● RECORDS:
================
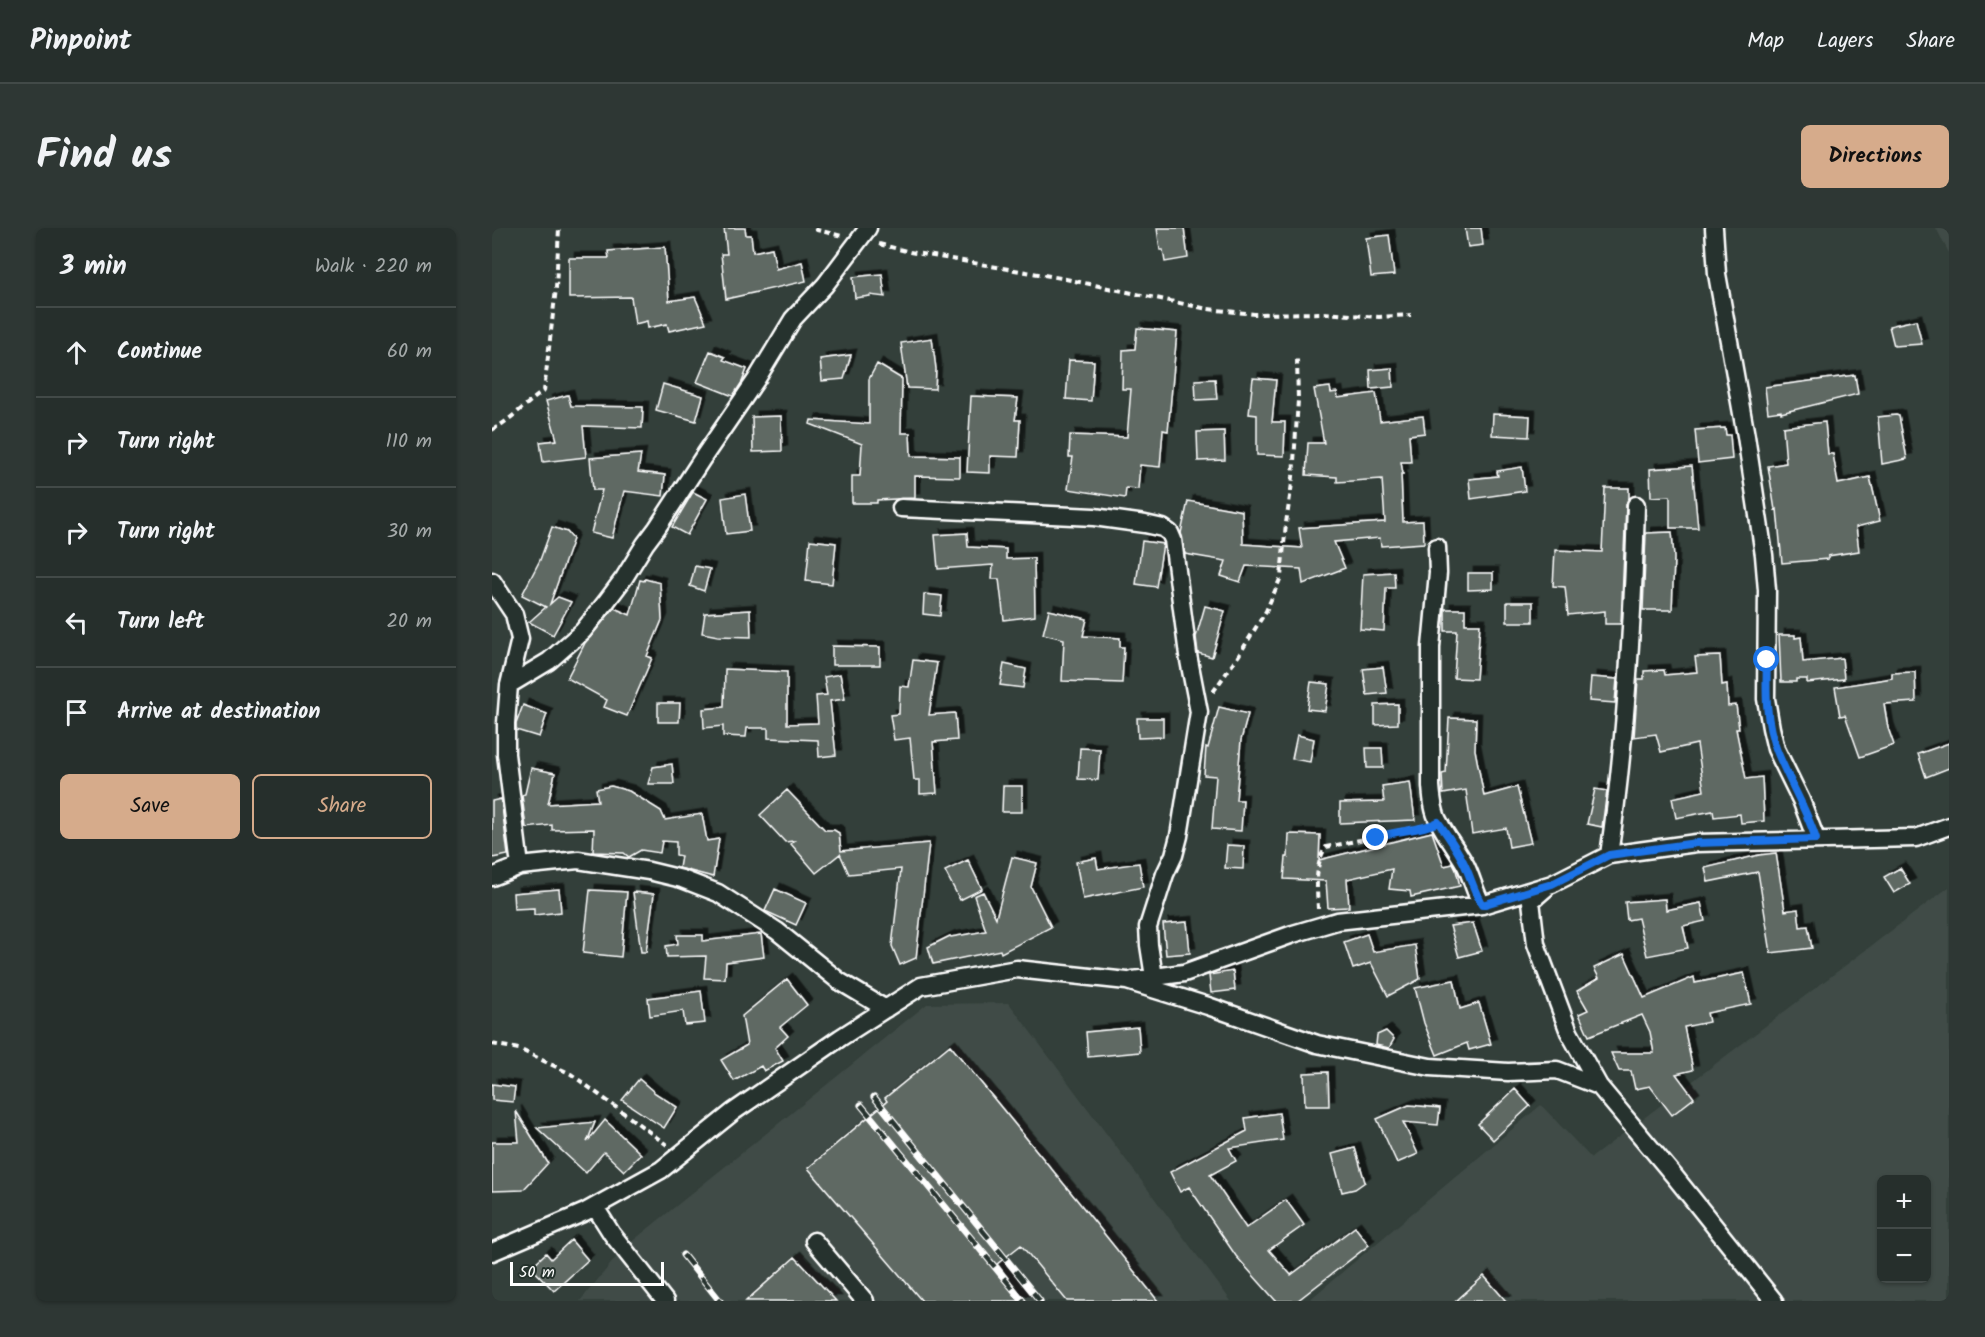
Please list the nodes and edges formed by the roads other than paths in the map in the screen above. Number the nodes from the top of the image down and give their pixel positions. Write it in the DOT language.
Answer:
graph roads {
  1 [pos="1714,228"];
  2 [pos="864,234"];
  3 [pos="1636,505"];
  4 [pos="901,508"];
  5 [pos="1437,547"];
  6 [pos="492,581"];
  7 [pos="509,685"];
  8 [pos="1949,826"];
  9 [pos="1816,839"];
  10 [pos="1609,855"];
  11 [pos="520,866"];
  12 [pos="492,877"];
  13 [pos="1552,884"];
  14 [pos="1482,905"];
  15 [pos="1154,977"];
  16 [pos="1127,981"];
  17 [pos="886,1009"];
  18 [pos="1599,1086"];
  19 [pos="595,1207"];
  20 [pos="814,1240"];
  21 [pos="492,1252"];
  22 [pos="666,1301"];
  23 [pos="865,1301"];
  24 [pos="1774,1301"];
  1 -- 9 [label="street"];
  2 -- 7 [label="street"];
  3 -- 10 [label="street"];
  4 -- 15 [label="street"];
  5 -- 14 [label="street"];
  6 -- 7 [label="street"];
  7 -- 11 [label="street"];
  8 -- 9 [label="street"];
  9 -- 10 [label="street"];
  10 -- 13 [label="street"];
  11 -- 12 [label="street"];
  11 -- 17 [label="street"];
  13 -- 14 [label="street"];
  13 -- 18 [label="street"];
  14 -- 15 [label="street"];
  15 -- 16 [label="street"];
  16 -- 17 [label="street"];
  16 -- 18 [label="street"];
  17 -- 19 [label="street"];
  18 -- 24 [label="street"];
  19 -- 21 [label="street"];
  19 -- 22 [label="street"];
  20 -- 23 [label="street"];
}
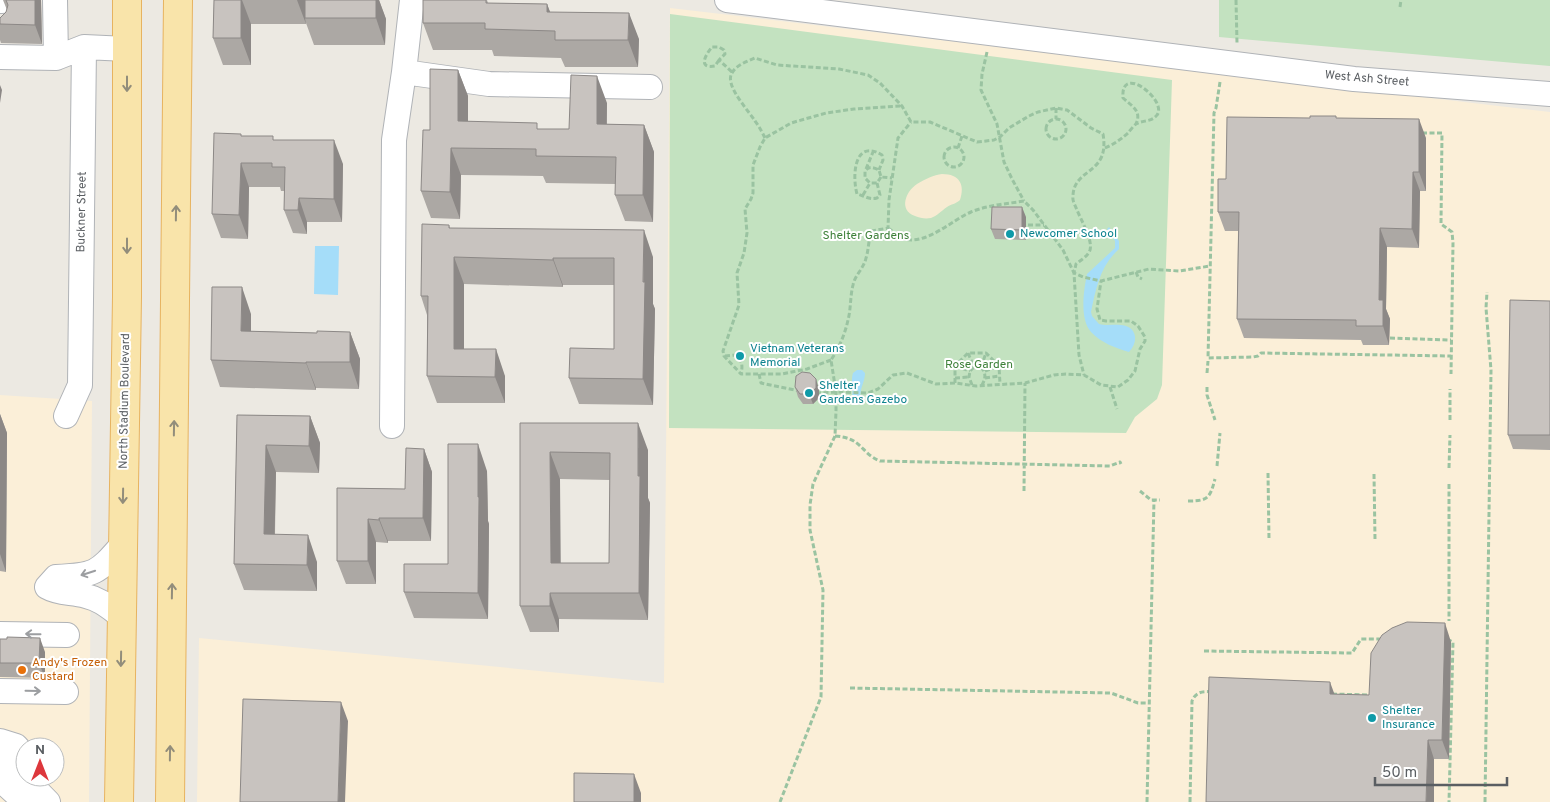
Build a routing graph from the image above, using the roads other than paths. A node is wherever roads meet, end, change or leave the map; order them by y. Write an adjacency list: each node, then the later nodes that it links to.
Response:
================
Only the lines from the one containing "Build a routing" through the last line of the material belong in your answer; output them exactly.

● THE COMPLETED TASK:
Build a routing graph from the image above, using the roads other than paths. A node is wherever roads meet, end, change or leave the map; order them by y. Write an adjacency list: each node, then the later nodes that it links to.
Response:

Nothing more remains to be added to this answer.